Return every record exactly as written.

Material provided section start

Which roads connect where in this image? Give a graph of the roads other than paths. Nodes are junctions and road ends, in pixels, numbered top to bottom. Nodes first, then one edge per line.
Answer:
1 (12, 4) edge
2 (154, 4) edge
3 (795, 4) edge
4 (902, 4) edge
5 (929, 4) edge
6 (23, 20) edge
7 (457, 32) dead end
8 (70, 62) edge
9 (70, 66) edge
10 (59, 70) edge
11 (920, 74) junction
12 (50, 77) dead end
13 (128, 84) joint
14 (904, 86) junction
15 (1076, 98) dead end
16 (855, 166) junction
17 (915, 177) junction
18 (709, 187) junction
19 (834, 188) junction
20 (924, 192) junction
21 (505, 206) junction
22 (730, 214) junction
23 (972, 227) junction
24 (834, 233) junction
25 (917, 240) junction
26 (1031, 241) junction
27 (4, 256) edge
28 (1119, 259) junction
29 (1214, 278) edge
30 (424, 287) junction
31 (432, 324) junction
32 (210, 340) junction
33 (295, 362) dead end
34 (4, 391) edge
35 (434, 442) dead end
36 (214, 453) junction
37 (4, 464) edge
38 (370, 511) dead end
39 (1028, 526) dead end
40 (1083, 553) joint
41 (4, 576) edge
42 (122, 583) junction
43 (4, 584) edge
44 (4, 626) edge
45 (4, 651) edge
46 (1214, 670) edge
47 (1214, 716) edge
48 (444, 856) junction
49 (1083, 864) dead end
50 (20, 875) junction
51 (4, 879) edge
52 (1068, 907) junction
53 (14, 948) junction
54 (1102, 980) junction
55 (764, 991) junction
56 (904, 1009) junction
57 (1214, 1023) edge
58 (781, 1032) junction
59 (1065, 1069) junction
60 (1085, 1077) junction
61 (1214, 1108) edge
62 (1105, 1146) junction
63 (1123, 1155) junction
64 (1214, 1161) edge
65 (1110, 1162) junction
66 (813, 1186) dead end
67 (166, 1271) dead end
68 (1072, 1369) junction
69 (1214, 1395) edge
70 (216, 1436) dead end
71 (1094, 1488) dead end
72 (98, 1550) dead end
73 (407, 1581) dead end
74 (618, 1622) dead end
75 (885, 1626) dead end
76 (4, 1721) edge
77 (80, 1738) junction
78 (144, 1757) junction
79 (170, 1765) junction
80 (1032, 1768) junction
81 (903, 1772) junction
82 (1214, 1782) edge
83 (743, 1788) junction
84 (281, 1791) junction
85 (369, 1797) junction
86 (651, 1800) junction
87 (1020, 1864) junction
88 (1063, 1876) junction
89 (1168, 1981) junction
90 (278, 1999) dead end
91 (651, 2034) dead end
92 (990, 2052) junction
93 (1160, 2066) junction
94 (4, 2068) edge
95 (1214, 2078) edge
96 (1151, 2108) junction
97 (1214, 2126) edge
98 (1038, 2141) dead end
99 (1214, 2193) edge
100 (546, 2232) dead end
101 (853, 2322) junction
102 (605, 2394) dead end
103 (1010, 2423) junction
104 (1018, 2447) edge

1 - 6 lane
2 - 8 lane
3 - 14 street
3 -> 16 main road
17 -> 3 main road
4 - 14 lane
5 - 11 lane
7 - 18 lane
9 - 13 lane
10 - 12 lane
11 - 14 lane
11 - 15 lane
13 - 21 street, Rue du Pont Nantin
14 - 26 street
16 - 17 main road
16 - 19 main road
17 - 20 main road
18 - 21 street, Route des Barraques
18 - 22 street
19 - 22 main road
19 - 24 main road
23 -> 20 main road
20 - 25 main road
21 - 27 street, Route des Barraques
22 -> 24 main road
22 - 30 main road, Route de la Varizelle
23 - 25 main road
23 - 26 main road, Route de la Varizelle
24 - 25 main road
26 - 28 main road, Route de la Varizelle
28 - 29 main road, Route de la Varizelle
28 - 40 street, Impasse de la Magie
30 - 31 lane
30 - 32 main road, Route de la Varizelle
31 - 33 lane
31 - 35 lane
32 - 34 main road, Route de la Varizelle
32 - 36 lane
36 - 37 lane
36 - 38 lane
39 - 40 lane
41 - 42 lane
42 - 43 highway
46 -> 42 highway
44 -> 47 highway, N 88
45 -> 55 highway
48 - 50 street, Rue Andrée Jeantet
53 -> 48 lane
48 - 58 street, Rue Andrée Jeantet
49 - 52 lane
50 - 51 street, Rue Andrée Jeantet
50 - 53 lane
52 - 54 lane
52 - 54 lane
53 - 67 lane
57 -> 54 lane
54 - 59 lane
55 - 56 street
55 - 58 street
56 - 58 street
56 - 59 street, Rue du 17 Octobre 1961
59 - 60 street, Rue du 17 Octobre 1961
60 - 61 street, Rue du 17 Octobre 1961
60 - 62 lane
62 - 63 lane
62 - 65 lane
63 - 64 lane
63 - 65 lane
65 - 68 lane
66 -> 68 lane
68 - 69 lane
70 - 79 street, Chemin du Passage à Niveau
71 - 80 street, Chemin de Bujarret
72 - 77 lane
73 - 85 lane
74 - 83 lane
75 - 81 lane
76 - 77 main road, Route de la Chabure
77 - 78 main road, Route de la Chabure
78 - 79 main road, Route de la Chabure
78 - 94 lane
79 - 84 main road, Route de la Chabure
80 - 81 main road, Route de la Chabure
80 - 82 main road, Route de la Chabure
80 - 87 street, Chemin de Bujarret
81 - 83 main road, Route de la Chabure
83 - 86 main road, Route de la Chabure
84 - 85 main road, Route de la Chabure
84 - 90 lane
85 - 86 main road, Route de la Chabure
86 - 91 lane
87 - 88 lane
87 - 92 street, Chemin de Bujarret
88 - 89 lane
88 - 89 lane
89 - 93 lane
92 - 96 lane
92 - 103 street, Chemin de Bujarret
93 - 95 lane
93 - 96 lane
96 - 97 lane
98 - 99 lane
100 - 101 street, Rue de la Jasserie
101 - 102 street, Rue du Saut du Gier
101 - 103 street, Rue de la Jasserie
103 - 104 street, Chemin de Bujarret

Material provided section end

* **Answer to this task**:
Which roads connect where in this image? Give a graph of the roads other than paths. Nodes are junctions and road ends, in pixels, numbered top to bottom. Nodes first, then one edge per line.
Answer:
1 (12, 4) edge
2 (154, 4) edge
3 (795, 4) edge
4 (902, 4) edge
5 (929, 4) edge
6 (23, 20) edge
7 (457, 32) dead end
8 (70, 62) edge
9 (70, 66) edge
10 (59, 70) edge
11 (920, 74) junction
12 (50, 77) dead end
13 (128, 84) joint
14 (904, 86) junction
15 (1076, 98) dead end
16 (855, 166) junction
17 (915, 177) junction
18 (709, 187) junction
19 (834, 188) junction
20 (924, 192) junction
21 (505, 206) junction
22 (730, 214) junction
23 (972, 227) junction
24 (834, 233) junction
25 (917, 240) junction
26 (1031, 241) junction
27 (4, 256) edge
28 (1119, 259) junction
29 (1214, 278) edge
30 (424, 287) junction
31 (432, 324) junction
32 (210, 340) junction
33 (295, 362) dead end
34 (4, 391) edge
35 (434, 442) dead end
36 (214, 453) junction
37 (4, 464) edge
38 (370, 511) dead end
39 (1028, 526) dead end
40 (1083, 553) joint
41 (4, 576) edge
42 (122, 583) junction
43 (4, 584) edge
44 (4, 626) edge
45 (4, 651) edge
46 (1214, 670) edge
47 (1214, 716) edge
48 (444, 856) junction
49 (1083, 864) dead end
50 (20, 875) junction
51 (4, 879) edge
52 (1068, 907) junction
53 (14, 948) junction
54 (1102, 980) junction
55 (764, 991) junction
56 (904, 1009) junction
57 (1214, 1023) edge
58 (781, 1032) junction
59 (1065, 1069) junction
60 (1085, 1077) junction
61 (1214, 1108) edge
62 (1105, 1146) junction
63 (1123, 1155) junction
64 (1214, 1161) edge
65 (1110, 1162) junction
66 (813, 1186) dead end
67 (166, 1271) dead end
68 (1072, 1369) junction
69 (1214, 1395) edge
70 (216, 1436) dead end
71 (1094, 1488) dead end
72 (98, 1550) dead end
73 (407, 1581) dead end
74 (618, 1622) dead end
75 (885, 1626) dead end
76 (4, 1721) edge
77 (80, 1738) junction
78 (144, 1757) junction
79 (170, 1765) junction
80 (1032, 1768) junction
81 (903, 1772) junction
82 (1214, 1782) edge
83 (743, 1788) junction
84 (281, 1791) junction
85 (369, 1797) junction
86 (651, 1800) junction
87 (1020, 1864) junction
88 (1063, 1876) junction
89 (1168, 1981) junction
90 (278, 1999) dead end
91 (651, 2034) dead end
92 (990, 2052) junction
93 (1160, 2066) junction
94 (4, 2068) edge
95 (1214, 2078) edge
96 (1151, 2108) junction
97 (1214, 2126) edge
98 (1038, 2141) dead end
99 (1214, 2193) edge
100 (546, 2232) dead end
101 (853, 2322) junction
102 (605, 2394) dead end
103 (1010, 2423) junction
104 (1018, 2447) edge

1 - 6 lane
2 - 8 lane
3 - 14 street
3 -> 16 main road
17 -> 3 main road
4 - 14 lane
5 - 11 lane
7 - 18 lane
9 - 13 lane
10 - 12 lane
11 - 14 lane
11 - 15 lane
13 - 21 street, Rue du Pont Nantin
14 - 26 street
16 - 17 main road
16 - 19 main road
17 - 20 main road
18 - 21 street, Route des Barraques
18 - 22 street
19 - 22 main road
19 - 24 main road
23 -> 20 main road
20 - 25 main road
21 - 27 street, Route des Barraques
22 -> 24 main road
22 - 30 main road, Route de la Varizelle
23 - 25 main road
23 - 26 main road, Route de la Varizelle
24 - 25 main road
26 - 28 main road, Route de la Varizelle
28 - 29 main road, Route de la Varizelle
28 - 40 street, Impasse de la Magie
30 - 31 lane
30 - 32 main road, Route de la Varizelle
31 - 33 lane
31 - 35 lane
32 - 34 main road, Route de la Varizelle
32 - 36 lane
36 - 37 lane
36 - 38 lane
39 - 40 lane
41 - 42 lane
42 - 43 highway
46 -> 42 highway
44 -> 47 highway, N 88
45 -> 55 highway
48 - 50 street, Rue Andrée Jeantet
53 -> 48 lane
48 - 58 street, Rue Andrée Jeantet
49 - 52 lane
50 - 51 street, Rue Andrée Jeantet
50 - 53 lane
52 - 54 lane
52 - 54 lane
53 - 67 lane
57 -> 54 lane
54 - 59 lane
55 - 56 street
55 - 58 street
56 - 58 street
56 - 59 street, Rue du 17 Octobre 1961
59 - 60 street, Rue du 17 Octobre 1961
60 - 61 street, Rue du 17 Octobre 1961
60 - 62 lane
62 - 63 lane
62 - 65 lane
63 - 64 lane
63 - 65 lane
65 - 68 lane
66 -> 68 lane
68 - 69 lane
70 - 79 street, Chemin du Passage à Niveau
71 - 80 street, Chemin de Bujarret
72 - 77 lane
73 - 85 lane
74 - 83 lane
75 - 81 lane
76 - 77 main road, Route de la Chabure
77 - 78 main road, Route de la Chabure
78 - 79 main road, Route de la Chabure
78 - 94 lane
79 - 84 main road, Route de la Chabure
80 - 81 main road, Route de la Chabure
80 - 82 main road, Route de la Chabure
80 - 87 street, Chemin de Bujarret
81 - 83 main road, Route de la Chabure
83 - 86 main road, Route de la Chabure
84 - 85 main road, Route de la Chabure
84 - 90 lane
85 - 86 main road, Route de la Chabure
86 - 91 lane
87 - 88 lane
87 - 92 street, Chemin de Bujarret
88 - 89 lane
88 - 89 lane
89 - 93 lane
92 - 96 lane
92 - 103 street, Chemin de Bujarret
93 - 95 lane
93 - 96 lane
96 - 97 lane
98 - 99 lane
100 - 101 street, Rue de la Jasserie
101 - 102 street, Rue du Saut du Gier
101 - 103 street, Rue de la Jasserie
103 - 104 street, Chemin de Bujarret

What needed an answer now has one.